Alejandro González Iñárritu’s 2006 epic Babel weaves together four stories unfolding in Morocco, the United States, Mexico and Japan. In Tokyo, a teenage deaf-mute girl, Chieko Wataya (Rinko Kikuchi), can be seen going crazy at a rave in the club Womb. The disco is real and located in the Shibuya area. The four-level, multi-bar club hosts one of world’s most sophisticated laser systems in the world, as well as a very big disco ball. Not far way you can also visit J-Pop Café, the same locale where Chieko and her friends hung out, scoping the boys out.

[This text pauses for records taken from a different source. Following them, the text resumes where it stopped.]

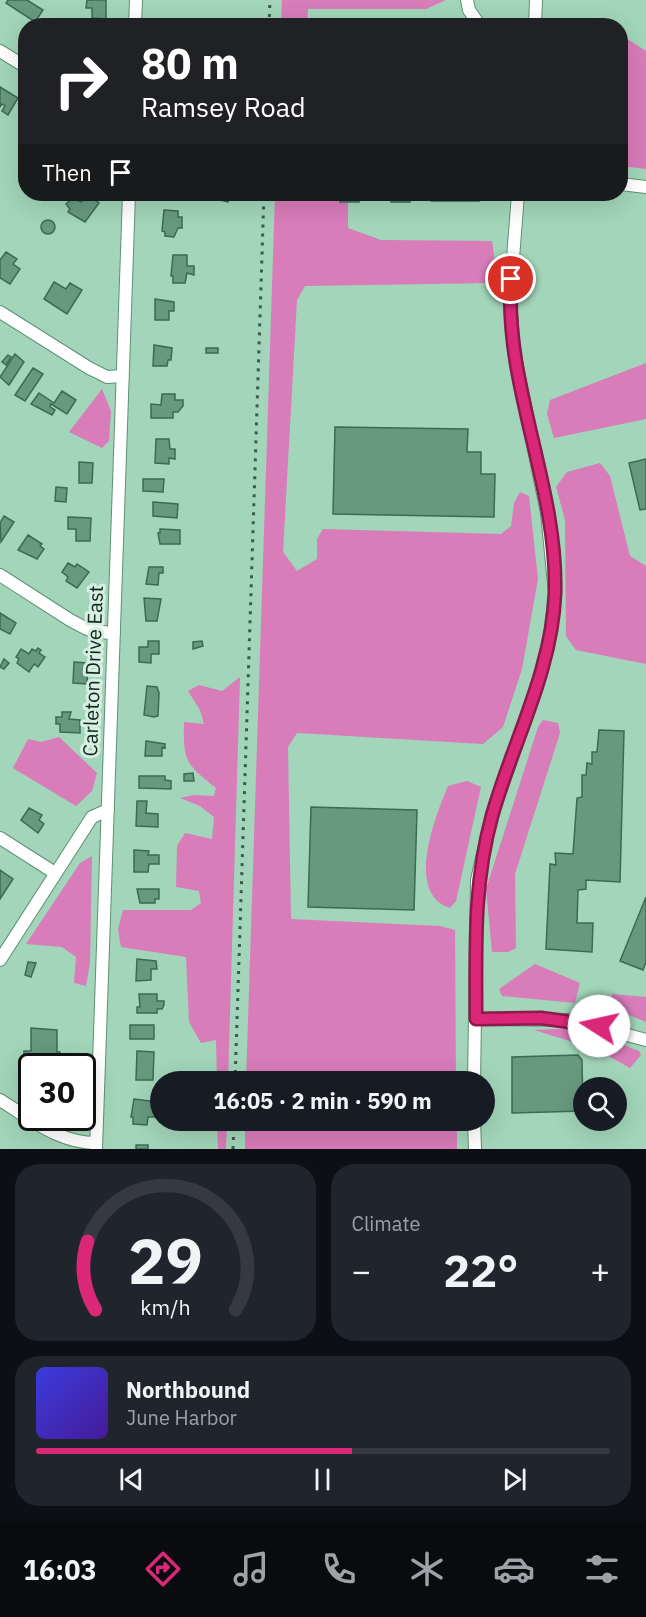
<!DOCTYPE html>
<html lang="en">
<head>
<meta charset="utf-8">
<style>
  :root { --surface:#171b24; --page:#20242c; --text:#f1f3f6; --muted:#9ea1a6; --line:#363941; --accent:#db2777 }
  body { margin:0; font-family:"IBM Plex Sans",sans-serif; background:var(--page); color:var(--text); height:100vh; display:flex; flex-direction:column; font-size:22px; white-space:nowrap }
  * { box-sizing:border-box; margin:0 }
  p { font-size:20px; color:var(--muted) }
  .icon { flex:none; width:33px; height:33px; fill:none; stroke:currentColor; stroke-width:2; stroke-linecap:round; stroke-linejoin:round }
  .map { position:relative; height:1149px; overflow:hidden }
  .panel { display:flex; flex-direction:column; gap:15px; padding:15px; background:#0d0f14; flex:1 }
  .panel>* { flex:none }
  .banner { position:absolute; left:18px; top:18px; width:610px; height:183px; border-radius:24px; box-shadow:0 6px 24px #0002; background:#202124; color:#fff; overflow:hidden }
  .buttons { position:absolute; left:573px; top:1077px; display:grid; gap:12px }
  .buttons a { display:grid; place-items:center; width:54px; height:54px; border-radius:50%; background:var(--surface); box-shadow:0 6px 24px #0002; font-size:30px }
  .speed { position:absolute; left:18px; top:1053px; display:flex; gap:12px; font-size:30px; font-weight:700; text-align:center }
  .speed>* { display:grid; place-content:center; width:78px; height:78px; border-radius:50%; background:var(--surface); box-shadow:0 6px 24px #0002; line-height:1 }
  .speed .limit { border:3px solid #111; border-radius:9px; background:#fff; color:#111 }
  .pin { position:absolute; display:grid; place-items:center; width:51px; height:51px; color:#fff; margin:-26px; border:3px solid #fff; border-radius:50%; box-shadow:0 2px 6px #0007 }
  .me { position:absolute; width:66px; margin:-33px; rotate:280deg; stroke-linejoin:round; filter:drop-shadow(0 0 4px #0008) }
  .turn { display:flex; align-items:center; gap:21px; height:126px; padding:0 24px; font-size:27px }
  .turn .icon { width:78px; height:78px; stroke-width:2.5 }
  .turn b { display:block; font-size:42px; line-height:51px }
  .then { display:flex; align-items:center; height:57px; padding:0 24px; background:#0003; gap:12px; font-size:22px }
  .big { font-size:45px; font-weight:700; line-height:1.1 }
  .panel .tile { flex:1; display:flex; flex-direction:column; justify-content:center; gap:9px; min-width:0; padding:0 21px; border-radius:24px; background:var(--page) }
  .panel .dial { align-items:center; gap:0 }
  .dial svg { height:156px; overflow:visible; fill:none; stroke:var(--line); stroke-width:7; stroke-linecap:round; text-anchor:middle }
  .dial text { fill:var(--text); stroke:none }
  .song { display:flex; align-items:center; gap:18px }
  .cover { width:72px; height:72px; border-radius:9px; background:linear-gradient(135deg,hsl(240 70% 55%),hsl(260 70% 35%)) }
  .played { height:6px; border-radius:3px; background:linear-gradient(90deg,var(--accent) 55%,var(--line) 55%) }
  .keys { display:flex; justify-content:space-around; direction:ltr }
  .heat { display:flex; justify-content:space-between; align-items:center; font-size:33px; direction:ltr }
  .panel .tiles { flex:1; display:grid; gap:15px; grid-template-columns:1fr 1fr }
  .tile:last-child { grid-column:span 2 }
  .trip { position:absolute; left:150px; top:1071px; width:345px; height:60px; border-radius:30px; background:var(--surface); box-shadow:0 6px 24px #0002; font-weight:700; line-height:60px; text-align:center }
  .dock { display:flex; height:96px; justify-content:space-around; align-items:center; background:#090b0e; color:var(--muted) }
  .dock .icon { width:42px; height:42px }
  .dock .current { color:var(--accent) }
  .dock b { font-size:27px; color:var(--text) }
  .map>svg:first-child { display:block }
  .green { fill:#d87cba }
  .building { fill:#68997f; stroke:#3b6b53; stroke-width:1.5 }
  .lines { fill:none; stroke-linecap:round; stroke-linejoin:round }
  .street-casing { stroke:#5f9076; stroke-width:14 }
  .street { stroke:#fff; stroke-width:12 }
  .rail { stroke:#3c5a4a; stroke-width:3; stroke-dasharray:3 6; stroke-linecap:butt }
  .route-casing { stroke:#8e194d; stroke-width:15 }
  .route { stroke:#db2777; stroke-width:10 }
  .labels { text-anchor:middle; stroke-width:6; stroke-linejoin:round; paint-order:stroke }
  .street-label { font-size:20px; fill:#12271c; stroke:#d6efe1 }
</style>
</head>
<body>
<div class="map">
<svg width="646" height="1149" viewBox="0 0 646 1149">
  <rect width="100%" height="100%" fill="#a2d5b9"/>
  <path class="green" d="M282 0H446L426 9H308L307 25 281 26Z
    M621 35 646 51V169L621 166Z
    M275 194H348V228L381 240 492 241 496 269 491 283 305 286 297 300 283 552 297 571 317 559V539L323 529 501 534 511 526 514 503 520 492 529 496 538 579 522 669 503 727 483 744 297 733 288 747 291 919 440 926 455 930 456 1081 246 1082Z
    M646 363V419L554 438 547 414 550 400Z
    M102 389 111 411 109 441 102 448 69 432Z
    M600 463 610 476 630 556 646 566V664L576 650 566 636 565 520 556 487 567 472Z
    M240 677 228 1081H217L216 1040 201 1043 189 1022 186 957 121 947 118 929 123 910H191L201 903 199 891 176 887 177 846 185 833 212 839 214 817 200 806 180 798 194 795 214 796 216 788C186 764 183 762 184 722L204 724 200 710 188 691 199 685 222 691Z
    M543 720 558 723 560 733 515 874 516 948 508 952H492L486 889 538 727Z
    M59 737 97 773 92 791 76 806 13 768 28 739 41 742Z
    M467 781 481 787 456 901 450 908C404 893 436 815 448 786Z
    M92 856 90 963 86 986 74 983 76 957 62 947 26 944 80 863Z
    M535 964 580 983 575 1003 502 996 499 989Z
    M612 994 646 997V1022L610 1007Z
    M580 1028 639 1051 641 1055 630 1068 596 1049 534 1030Z
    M83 1110V1120L64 1126 44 1118H82Z
    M217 1121H227L226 1149H218Z
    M245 1121H457V1149H245Z"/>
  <path class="building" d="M8 0H27L43 10 35 22 6 3Z
    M87 0H106V19L92 18V8H86Z
    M0 87 18 98 8 115 2 111 5 106 2 104 0 107Z
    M87 194 99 203 85 222 68 212 70 209 66 204 73 198 81 202Z
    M219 194H229L228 202 220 200Z
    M431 194H479V201H431Z
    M341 195H359V202H340Z
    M391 195H410V202H391Z
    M164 210 178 211V217H182V228H178L174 237 165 236V232L162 231Z
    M41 227a7 7 0 1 1 14 0a7 7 0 1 1-14 0Z
    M6 252 17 259 13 264 20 269 10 284 0 278V260Z
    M173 255H187V266H194V275L187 273 185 283H173V276H171Z
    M54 282 66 289 70 283 82 290 67 314 44 299Z
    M155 299 174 302V311H169V320H155Z
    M154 345 172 348 171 360H168L167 366H153Z
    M206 348H218V353H206Z
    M15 354 24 362 9 385 0 377Z
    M8 355 11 357 6 365 2 362Z
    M33 368 43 374 25 401 15 395Z
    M62 391 76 400 67 414 51 404 50 407 55 410 52 415 31 404 39 393 54 403Z
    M162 394H175V400H183V406L178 412H173V418H151V404L161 405Z
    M335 427 468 429 467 452H481V474H495L494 517 333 514Z
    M156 439H169L170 449H175V459L169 458V464L155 463Z
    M646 459V509L640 510 629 463Z
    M79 462 93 463 92 483H79Z
    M143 479H164L163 492 143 491Z
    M56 487 67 488 66 502 55 501Z
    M153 502 178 504 177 518 153 516Z
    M4 516 14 522 1 542 0 523Z
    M68 517 91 518 90 541H76V529H68Z
    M160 529 180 530V544H160L158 533H160Z
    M28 535 42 544 40 546 44 549 37 559 18 550Z
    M68 563 75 567 77 564 89 572 77 588 66 581 68 577 62 572Z
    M149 567H163V573H159L158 585 146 584Z
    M144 598 161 599 157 621H146Z
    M0 613 16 623 10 634 0 629Z
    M148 641H159V654H151V663L139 662V647H148Z
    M202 641 203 646 193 649V642Z
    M38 648 41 650 39 653 45 657 38 667 34 664 29 672 17 663 19 659 16 657 21 649 29 654 32 649 36 651Z
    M4 659 9 663 4 669 0 667Z
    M74 662 88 663 87 684 73 683Z
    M147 686 157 687 159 693 158 716 154 717 144 715Z
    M62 712H71L69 719 80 720V733L60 732V724H56V717H62Z
    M599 730 624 731 620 882 586 880V889L578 890 577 923H593L592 952 546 949 550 864 556 865 555 853 573 854 577 798 582 797V775H586L587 763 592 764V752H597Z
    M146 741 165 744V748L162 747V756H145Z
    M193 773 194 781H184V774Z
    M139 776H165V780L171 781V789L139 788Z
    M137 801H147L146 813 158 814V827L136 826Z
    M311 807 417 810 414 910 308 907Z
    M29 808 42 815 39 820 44 824 38 833 21 820Z
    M134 850 149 851 148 855H159V864H149L148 872H134Z
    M0 870 13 879 0 899Z
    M137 889H159V899H155V903H140Z
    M646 897V962L643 970 620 961Z
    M137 959 156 961 157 969H151V980L136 981Z
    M28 962 36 963 31 977 25 975Z
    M139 994H157V1001H164V1005L162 1009H157V1013H137V1007H140Z
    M130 1025H154V1039H130Z
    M31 1028 57 1030V1052H60V1066H32V1083L29 1078H23L24 1051H31Z
    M137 1051 154 1052 153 1080H136Z
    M578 1055 582 1060 583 1111 512 1113V1057Z
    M134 1099 157 1102 156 1117H148L147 1125 133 1124V1117H131Z
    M136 1145H148V1149H136Z"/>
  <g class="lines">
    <g class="street-casing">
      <path id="street" d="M467 0 469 10 480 26
        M135 26 136 0
        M535 26 536 0
        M0 51 26 67
        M621 184 646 187
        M0 312 89 368 107 377 123 376
        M0 575 70 620 87 629 114 634
        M0 838 55 873
        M0 960 92 817 108 810
        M476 1019 571 1020 646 1040
        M474 1082 477 880 492 814 537 687 550 636 555 593 547 513 514 352 510 297 518 194
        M0 1100C31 1119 59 1143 96 1143
        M474 1120 475 1149
        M96 1149 129 194"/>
    </g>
    <use href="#street" class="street"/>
    <path class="rail" d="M269 26 270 0
      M235 1082 264 194
      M233 1149 234 1120"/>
  </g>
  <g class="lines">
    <g class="route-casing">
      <path id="route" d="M511 279C504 386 558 486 555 593 552 672 513 741 492 816 473 885 476 947 476 1019L541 1018 599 1026"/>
    </g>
    <use href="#route" class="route"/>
  </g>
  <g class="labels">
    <g class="street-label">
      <text transform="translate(93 671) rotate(-88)" y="7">Carleton Drive East</text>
    </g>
  </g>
</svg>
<div class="buttons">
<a><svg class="icon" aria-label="search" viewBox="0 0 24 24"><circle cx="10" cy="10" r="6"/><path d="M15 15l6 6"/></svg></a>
</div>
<div class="speed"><div class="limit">30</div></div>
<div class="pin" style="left:511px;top:279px;background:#d93025"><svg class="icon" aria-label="arrive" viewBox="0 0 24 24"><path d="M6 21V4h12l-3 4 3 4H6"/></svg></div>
<svg class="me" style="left:599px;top:1026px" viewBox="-20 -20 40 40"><circle r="19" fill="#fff"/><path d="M0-13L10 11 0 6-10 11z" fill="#db2777"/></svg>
<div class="trip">16:05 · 2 min · 590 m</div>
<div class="banner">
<div class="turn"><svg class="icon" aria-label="right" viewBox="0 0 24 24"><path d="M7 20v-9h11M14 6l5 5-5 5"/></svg><div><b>80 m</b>Ramsey Road</div></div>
<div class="then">Then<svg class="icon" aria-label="arrive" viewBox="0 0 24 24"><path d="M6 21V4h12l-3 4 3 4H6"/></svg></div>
</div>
</div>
<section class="panel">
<div class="tiles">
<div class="tile dial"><svg viewBox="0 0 100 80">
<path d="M14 69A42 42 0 1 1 86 69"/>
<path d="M14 69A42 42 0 0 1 10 34" stroke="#db2777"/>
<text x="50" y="56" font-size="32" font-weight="700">29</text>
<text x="50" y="72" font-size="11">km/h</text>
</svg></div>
<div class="tile"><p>Climate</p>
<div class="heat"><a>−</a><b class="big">22°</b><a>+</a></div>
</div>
<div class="tile">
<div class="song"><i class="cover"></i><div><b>Northbound</b><p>June Harbor</p></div></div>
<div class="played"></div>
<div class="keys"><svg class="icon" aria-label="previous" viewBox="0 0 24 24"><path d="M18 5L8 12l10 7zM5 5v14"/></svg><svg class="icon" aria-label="pause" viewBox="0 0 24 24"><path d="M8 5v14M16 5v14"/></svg><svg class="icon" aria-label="next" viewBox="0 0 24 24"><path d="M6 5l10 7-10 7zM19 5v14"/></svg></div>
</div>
</div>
</section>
<nav class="dock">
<b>16:03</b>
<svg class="icon current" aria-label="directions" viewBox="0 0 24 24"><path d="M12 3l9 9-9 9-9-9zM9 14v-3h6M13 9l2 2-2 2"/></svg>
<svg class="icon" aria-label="music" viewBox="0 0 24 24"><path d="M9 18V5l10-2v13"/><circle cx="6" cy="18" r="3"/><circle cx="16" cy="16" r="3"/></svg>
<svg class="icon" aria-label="phone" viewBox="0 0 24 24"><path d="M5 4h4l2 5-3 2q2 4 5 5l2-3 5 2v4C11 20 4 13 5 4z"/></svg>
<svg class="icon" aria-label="climate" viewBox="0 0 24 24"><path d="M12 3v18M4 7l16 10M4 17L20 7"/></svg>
<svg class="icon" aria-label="car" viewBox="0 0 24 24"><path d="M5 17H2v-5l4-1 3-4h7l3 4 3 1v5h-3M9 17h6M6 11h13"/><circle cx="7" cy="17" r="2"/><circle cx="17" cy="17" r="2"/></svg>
<svg class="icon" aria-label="filters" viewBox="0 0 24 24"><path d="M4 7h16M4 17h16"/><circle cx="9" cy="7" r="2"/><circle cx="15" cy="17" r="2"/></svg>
</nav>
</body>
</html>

To be sure Quentin Tarantino revenge fantasy Kill Bill, Vol. 1 is all fantasy, but one of the locales, the House of Blue Leaves, where Uma Thurman’s character carries on one of the most extensive knife duets in all film history, was based on a actual restaurant. The restaurant Gonpachi in Nishi-Azabu was the inspiration for the multi-leveled lodge in the film. While their menu is extensive, it’s most noted for its soba noodles and meat skewers. While you may not find crazed sword-slashing babes flying through the restaurant, you will find plenty of tourists. Famous guests include former President George W. Bush.
You Only Live Twice
At the start of the 1967 James Bond thriller You Only Live Twice, our hero (played by Sean Connery) drives to the head of Osato Chemicals, a large Japanese corporation which it turns out is simply a front for SPECTRE, the global evil empire headed by Ernst Stavro Blofeld. In fact, the evil front really houses a gracious inn, the Hotel New Otani, a luxury hotel that opened in 1964 to coincide with the Tokyo Olympics. Among its claims to fame is the adjacent 16th century garden.